Thursday, December 4, 2008

Four pillars of brand building.

The first question that an emerging business needs to ask is: "What makes our brand stand apart?" Examples of muddy car brand identities; how can you tell the difference between GM’s Oldsmobile and Buick? Ford has struggled for years with the question: "What’s a Mercury?" According to a recent study, Coca-Cola and Disney still maintain their differentiation, while Greyhound and Kodak do not. The winners have been adept at innovating what their products are about, identifying and attaching new attributes to their image.

To make your brand look multidimensional and your competitors look uni-dimensional, you need to know what it takes to be successful in your market space and the key product attributes that differentiate you from others. Once you know that, tell that story over and over again. Change the rules of the game over and over again. Act like the leader, but don’t try to do what larger companies do with less money or you’ll risk looking like a cheap also-ran.

The second pillar of building brand equity is establishing brand relevance. Customers are always subconsciously asking, "Does this brand speak to me?" This is the so-called personal appropriateness of the brand. People can be extremely aware of what a brand stands for without being personally interested in making the brand a part of their life. Think of Ferrari and Victoria's Secret as examples.

The third pillar is brand esteem, which is a measure of how highly consumers regard the brand. This is closely related to perceived feelings of popularity or highly perceived quality. Global brands with the highest esteem ratings due to their perceived quality include Hallmark and Lexus.

The fourth pillar, brand knowledge, is the consumer's understanding of the brand's inner workings. High brand knowledge suggests acute customer intimacy or proof that consumers are experienced with how your product or service works for them – for better and for worse. This is the culmination of any branding effort.

BankDirect, initially a creation of New Zealand’s ASB Bank, wanted to be first in the market with a “no branch” virtual bank concept (branchless banking using call centers and Internet technology) and so reap first mover advantage.
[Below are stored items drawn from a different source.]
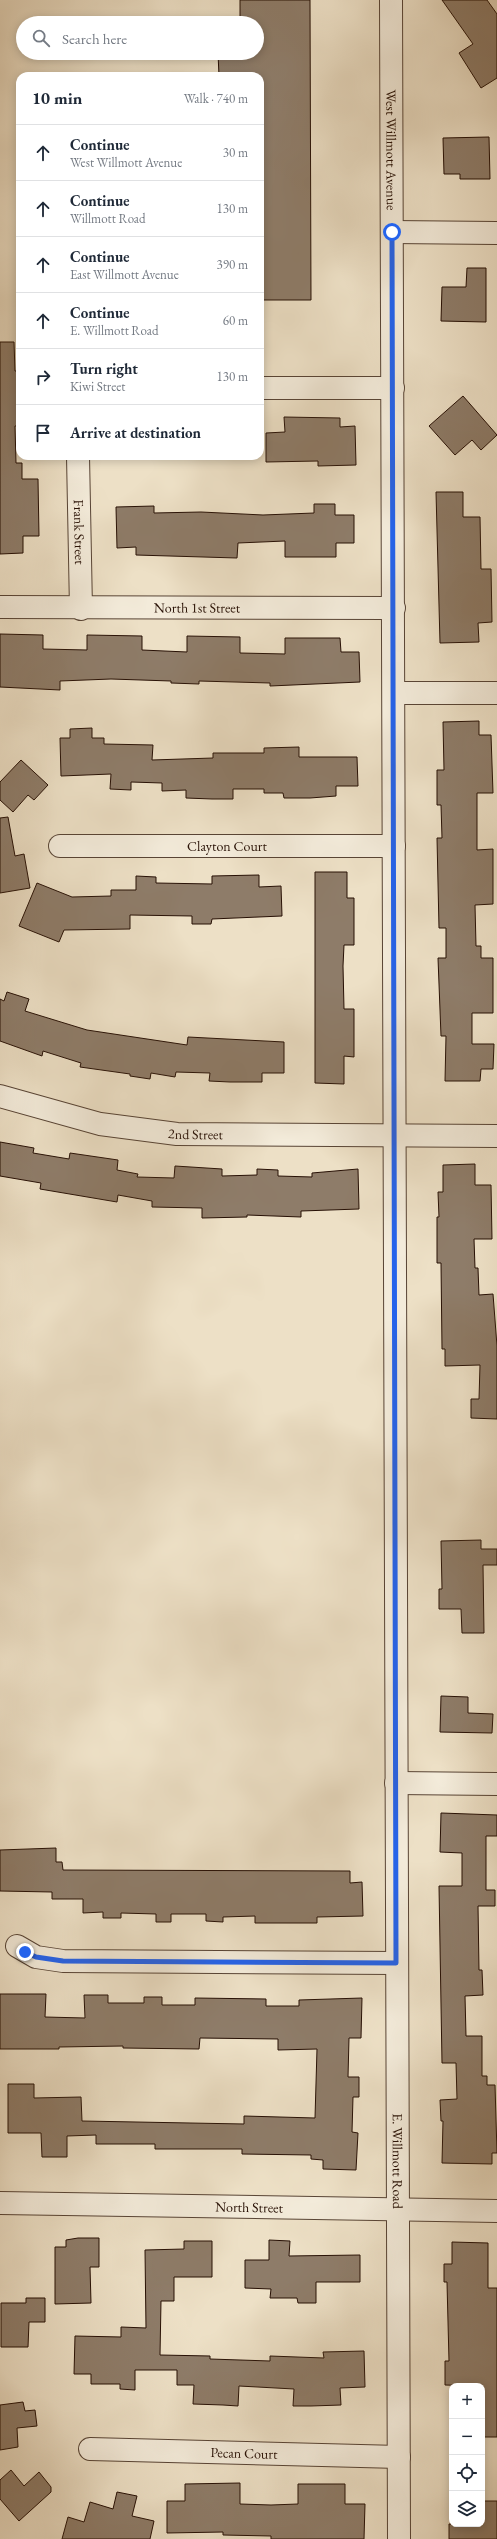 <!DOCTYPE html>
<html lang="en">
<head>
<meta charset="utf-8">
<style>
  :root { --surface:#fff; --page:#f2f2f3; --text:#1f2937; --muted:#747a83; --line:#e0e1e3 }
  body { margin:0; font-family:"EB Garamond",serif; background:var(--page); color:var(--text) }
  .controls { position:absolute; right:12px; bottom:12px; display:grid; overflow:hidden; border-radius:8px; box-shadow:0 2px 10px #0003 }
  .controls button { width:36px; height:36px; display:grid; place-items:center; padding:0; border:0; border-bottom:1px solid var(--line); background:var(--surface); color:var(--text); font:20px sans-serif }
  .stop { position:absolute; width:12px; height:12px; margin:-9px; border:3px solid #2563eb; border-radius:50%; background:#fff }
  .stop.end { background:#2563eb; border-color:#fff; box-shadow:0 1px 4px #0008 }
  .list { margin:0; padding:0; list-style:none }
  h2 { display:flex; justify-content:space-between; align-items:center; height:52px; margin:0; padding:0 16px; font-size:17px }
  h2 small { font-size:13px; font-weight:400; color:var(--muted) }
  .list li { display:grid; grid-template-columns:26px 1fr auto; gap:12px; align-items:center; box-sizing:border-box; height:56px; padding:0 16px; border-top:1px solid var(--line) }
  .list b { display:block; font-size:15px; white-space:nowrap }
  .list p { margin:0; font-size:13px; white-space:nowrap; color:var(--muted) }
  .list em { font-size:13px; font-style:normal; color:var(--muted) }
  .icon { flex:none; width:22px; height:22px; fill:none; stroke:currentColor; stroke-width:2; stroke-linecap:round; stroke-linejoin:round }
  .map { position:relative; flex:none; width:497px; height:2539px; overflow:hidden }
  .search { position:absolute; background:var(--surface); box-shadow:0 2px 10px #0003; left:16px; top:16px; width:248px; height:44px; display:flex; align-items:center; gap:10px; box-sizing:border-box; padding:0 14px; border-radius:22px; color:var(--muted); font-size:15px }
  .panel { position:absolute; background:var(--surface); box-shadow:0 2px 10px #0003; left:16px; top:72px; width:248px; height:388px; border-radius:12px }
  .map>svg:first-child { display:block }
</style>
</head>
<body>
<div class="map">
<svg width="497" height="2539" viewBox="0 0 497 2539">
  <rect width="100%" height="100%" fill="#ede0c6"/>
  <filter id="stains"><feTurbulence type="fractalNoise" baseFrequency=".005" numOctaves="4"/><feColorMatrix values="0 0 0 0 .2 0 0 0 0 .09 0 0 0 0 .02 0 0 0 .5 -.17"/></filter>
  <radialGradient id="worn" r=".72"><stop offset=".6" stop-color="#630" stop-opacity="0"/><stop offset="1" stop-color="#630" stop-opacity=".3"/></radialGradient>
  <path fill="#8e7c69" stroke="#271005" d="M240,0H310L311,300H260V76H219L218,53H257V23H240Z
    M442,0H487L497,14V78L481,88L459,53L473,44Z
    M489,137L490,179H460V174H444L443,138Z
    M467,268H486V322L441,321L442,287H466Z
    M0,342H14L15,371H20V426H15L16,463H22V479H38L39,536H23V553L0,554Z
    M463,396L497,435L481,450L472,440L455,455L429,426Z
    M284,417L340,418V427L355,426L356,465L318,466V461L266,462V433L285,432Z
    M436,492H463V517H480L481,569H491L492,622L478,623L479,642L440,643Z
    M314,504H335V515H354V543H336V557H285V541L238,543L237,558L136,555V547L117,548L116,507L154,506V513L201,512L263,515L314,513Z
    M0,634L43,635V649L87,650V635L142,636V650L187,652V636L240,637V653L285,654V638H340L341,652H359L360,682L270,686V683L199,681V684L171,683V681L111,679L60,681V690L0,687Z
    M479,721V735H491L493,793H477V850L493,849V904L475,905L476,946H481V958H493V1013H472V1044H494L493,1069H481L480,1081H445L446,1036H441L438,958H446V928H439L437,838H442L441,805H437V770H444L443,722Z
    M92,728V738H104V744L153,745L152,760L213,758V753H264V748L299,747V757H357L358,786H336V796L310,798H284L283,793H264V789H233V799H212L186,798V790L162,791V783L131,782V790L110,789L111,774L61,776L60,738H70V729Z
    M21,760L48,785L34,800L28,795L13,812L0,800V782Z
    M8,817L15,856L24,854L30,888L0,893V818Z
    M315,872H347V898H354V945H344L343,966L344,1009H354V1057L344,1056V1084L315,1083Z
    M259,875V887L281,886L282,916L212,919L211,924H192V916L130,915V929L64,930L59,942L19,926L37,883L72,897L111,896V890H136V876L156,877V883L212,884V876Z
    M7,992L29,999L25,1011L87,1030L187,1045L188,1037L284,1042V1073H262V1082H230L209,1081L210,1073L176,1072L175,1077L151,1073L150,1079L130,1076V1074L80,1067L81,1063L43,1051L42,1056L0,1041V999L4,1001Z
    M0,1142L34,1148L33,1153L69,1159L70,1153L118,1160L117,1170L138,1174L137,1177L174,1178L175,1166L222,1169V1176L257,1175V1169L278,1170V1176L312,1177V1173L358,1169L359,1209L301,1211V1217L247,1215V1217L202,1218V1208L152,1207V1201L118,1195L117,1202L40,1189L41,1183L0,1176Z
    M475,1164V1185H491L492,1239H474L475,1268H478L479,1295L493,1294L497,1346V1419L471,1418V1399H479L480,1365L445,1366V1349H442L441,1263H437V1217H439L438,1192H443V1165Z
    M481,1540V1549H497V1565H483L484,1633H462L461,1609H439V1589H442L441,1541Z
    M441,1696L468,1697V1713L493,1714L492,1733L440,1732Z
    M441,1813L497,1815V1836H486V1890H495V1906H478L479,1970H482L483,1995L465,1996L466,2036H482V2076H487V2085H495L497,2153H492V2164L442,2163L443,2121H441L440,2100L457,2099L456,2063H442L439,1886H462V1853L440,1852Z
    M56,1848V1862H62L63,1870L350,1871V1883L362,1882L363,1916L317,1917V1923H255V1916L223,1917V1922L206,1921V1914H171V1922H156V1914L121,1913V1918H103V1912L83,1913V1899H52V1892L0,1891V1850Z
    M0,1994H46L45,2017L85,2018L84,1995H108V2003H144V1997H162V2005H195V1998L266,1999V2006H299V2000L362,1998L361,2038H349L348,2077H359V2097H353L352,2132L358,2133L356,2170L323,2169V2160L311,2159V2155L242,2154V2149H155V2144H96V2135L67,2136V2157H42L41,2133H8V2084H34V2098L81,2097L82,2121L244,2124V2116L315,2118L317,2049L278,2050V2039L200,2038L199,2049L123,2048V2046L59,2047V2049H0Z
    M78,2238H99V2267H90L91,2303L55,2304V2247H66V2240Z
    M269,2240L290,2241L289,2256L360,2255V2282H316V2303H298L297,2298H270L271,2289L245,2288V2260H269Z
    M184,2241H212V2277H174V2301H161L160,2355L210,2356V2359L270,2361V2356L324,2358L323,2352L364,2351L365,2387L340,2388L341,2405L311,2406H293L294,2389L239,2386L238,2406L223,2405L193,2404L194,2385H177V2370H135V2390L120,2389V2384H91V2374H74L75,2336L121,2337V2327L146,2328L145,2250L184,2249Z
    M452,2242L488,2243V2288H497V2437H482V2386L445,2385V2361H449L447,2282H444V2264H452Z
    M26,2298H45V2322H29L28,2347H1V2303H26Z
    M23,2402L25,2411L35,2410L37,2426L17,2428L18,2447L0,2450V2405Z
    M11,2470L24,2486L39,2472L51,2487V2492L19,2521L0,2499V2480Z
    M240,2483V2504L271,2505L298,2504V2484H345V2504H365L364,2539H271V2536L223,2535V2532L167,2533V2501H185V2484Z
    M117,2492L137,2496L132,2516L154,2521L150,2539H62L68,2517L84,2522L90,2502L113,2509Z
    M482,2501H497V2539H449V2524H482Z"/>
  <g fill="none" stroke-linecap="round" stroke-linejoin="round">
    <defs>
      <g id="minor">
        <path id="s1" d="M391,0L399,2539"/>
        <path d="M392,232L497,233"/>
        <path d="M260,388H393"/>
        <path id="s2" d="M78,456L81,609"/>
        <path id="s3" d="M0,607L394,608"/>
        <path d="M394,693H497"/>
        <path id="s4" d="M60,846H394"/>
        <path id="s5" d="M0,1096L100,1124L177,1134L497,1136"/>
        <path d="M396,1783L497,1784"/>
        <path d="M17,1946L36,1957L63,1961L396,1963"/>
        <path id="s6" d="M0,2203L497,2211"/>
        <path id="s7" d="M90,2449L399,2457"/>
      </g>
    </defs>
    <use href="#minor" stroke="#584435" stroke-width="24"/>
    <use href="#minor" stroke="#f3ebda" stroke-width="22"/>
  </g>
  <g fill="none" stroke-linecap="round" stroke-linejoin="round">
    <path stroke="#2563eb" stroke-width="5" d="M25,1952L36,1957L63,1961L396,1963L392,232"/>
  </g>
  <g text-anchor="middle" stroke-width="3" stroke-linejoin="round" paint-order="stroke">
    <g font-size="14" fill="#271005" stroke="#f3ebda">
      <text dy="5" stroke="none"><textPath href="#s1" startOffset="150">West Willmott Avenue</textPath></text>
      <text dy="5" stroke="none"><textPath href="#s2" startOffset="76">Frank Street</textPath></text>
      <text dy="5" stroke="none"><textPath href="#s3" startOffset="197">North 1st Street</textPath></text>
      <text dy="5" stroke="none"><textPath href="#s4" startOffset="167">Clayton Court</textPath></text>
      <text dy="5" stroke="none"><textPath href="#s5" startOffset="200">2nd Street</textPath></text>
      <text dy="5" stroke="none"><textPath href="#s1" startOffset="2161">E. Willmott Road</textPath></text>
      <text dy="5" stroke="none"><textPath href="#s6" startOffset="249">North Street</textPath></text>
      <text dy="5" stroke="none"><textPath href="#s7" startOffset="154">Pecan Court</textPath></text>
    </g>
  </g>
  <rect width="100%" height="100%" filter="url(#stains)"/>
  <rect width="100%" height="100%" fill="url(#worn)"/>
</svg>
<div class="controls">
<button>+</button>
<button>−</button>
<button><svg class="icon" aria-label="locate" viewBox="0 0 24 24"><circle cx="12" cy="12" r="6"/><path d="M12 2v4M12 18v4M2 12h4M18 12h4"/></svg></button>
<button><svg class="icon" aria-label="layers" viewBox="0 0 24 24"><path d="M12 4l9 5-9 5-9-5zM3 14l9 5 9-5"/></svg></button>
</div>
<div class="stop" style="left:392px;top:232px"></div>
<div class="stop end" style="left:25px;top:1952px"></div>
<div class="search"><svg class="icon" aria-label="search" viewBox="0 0 24 24"><circle cx="10" cy="10" r="6"/><path d="M15 15l6 6"/></svg>Search here</div>
<section class="panel">
<h2>10 min<small>Walk · 740 m</small></h2>
<ul class="list">
<li><svg class="icon" aria-label="ahead" viewBox="0 0 24 24"><path d="M12 20V5M6 11l6-6 6 6"/></svg><div><b>Continue</b><p>West Willmott Avenue</p></div><em>30 m</em></li>
<li><svg class="icon" aria-label="ahead" viewBox="0 0 24 24"><path d="M12 20V5M6 11l6-6 6 6"/></svg><div><b>Continue</b><p>Willmott Road</p></div><em>130 m</em></li>
<li><svg class="icon" aria-label="ahead" viewBox="0 0 24 24"><path d="M12 20V5M6 11l6-6 6 6"/></svg><div><b>Continue</b><p>East Willmott Avenue</p></div><em>390 m</em></li>
<li><svg class="icon" aria-label="ahead" viewBox="0 0 24 24"><path d="M12 20V5M6 11l6-6 6 6"/></svg><div><b>Continue</b><p>E. Willmott Road</p></div><em>60 m</em></li>
<li><svg class="icon" aria-label="right" viewBox="0 0 24 24"><path d="M7 20v-9h11M14 6l5 5-5 5"/></svg><div><b>Turn right</b><p>Kiwi Street</p></div><em>130 m</em></li>
<li><svg class="icon" aria-label="arrive" viewBox="0 0 24 24"><path d="M6 21V4h12l-3 4 3 4H6"/></svg><div><b>Arrive at destination</b></div></li>
</ul>
</section>
</div>
</body>
</html>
Initial research had identified a key target consumer group who knew what direct banking was all about and would likely be early adopters. They were busy people who valued their time and had high account balances. They were computer confident and likely to meet the minimum computer system requirements. They knew that a branchless bank should have lower fees and mortgage rates and higher deposit rates (the cost of an Internet transaction is a few cents versus over a dollar for the average transaction cost with a bank teller).

So BankDirect was designed for these consumers, and not for business clients. BankDirect’s name was a key element in branding the new product because the company didn’t have to explain what the business did. Since its target customers understood the concept of a branchless bank, advertising didn’t have to spell out all its advantages. As a direct marketing operation, a high percentage of the budget was allocated to advertising, which was designed to appeal to the early adopters and make the phones ring. After six months in operation, BankDirect had enough of a database to begin to see trends (for example, most of their customers didn’t come from ASB but from outside the bank).

1 comment:

Anonymous said...

Too bad Yahoo didnt read this years ago.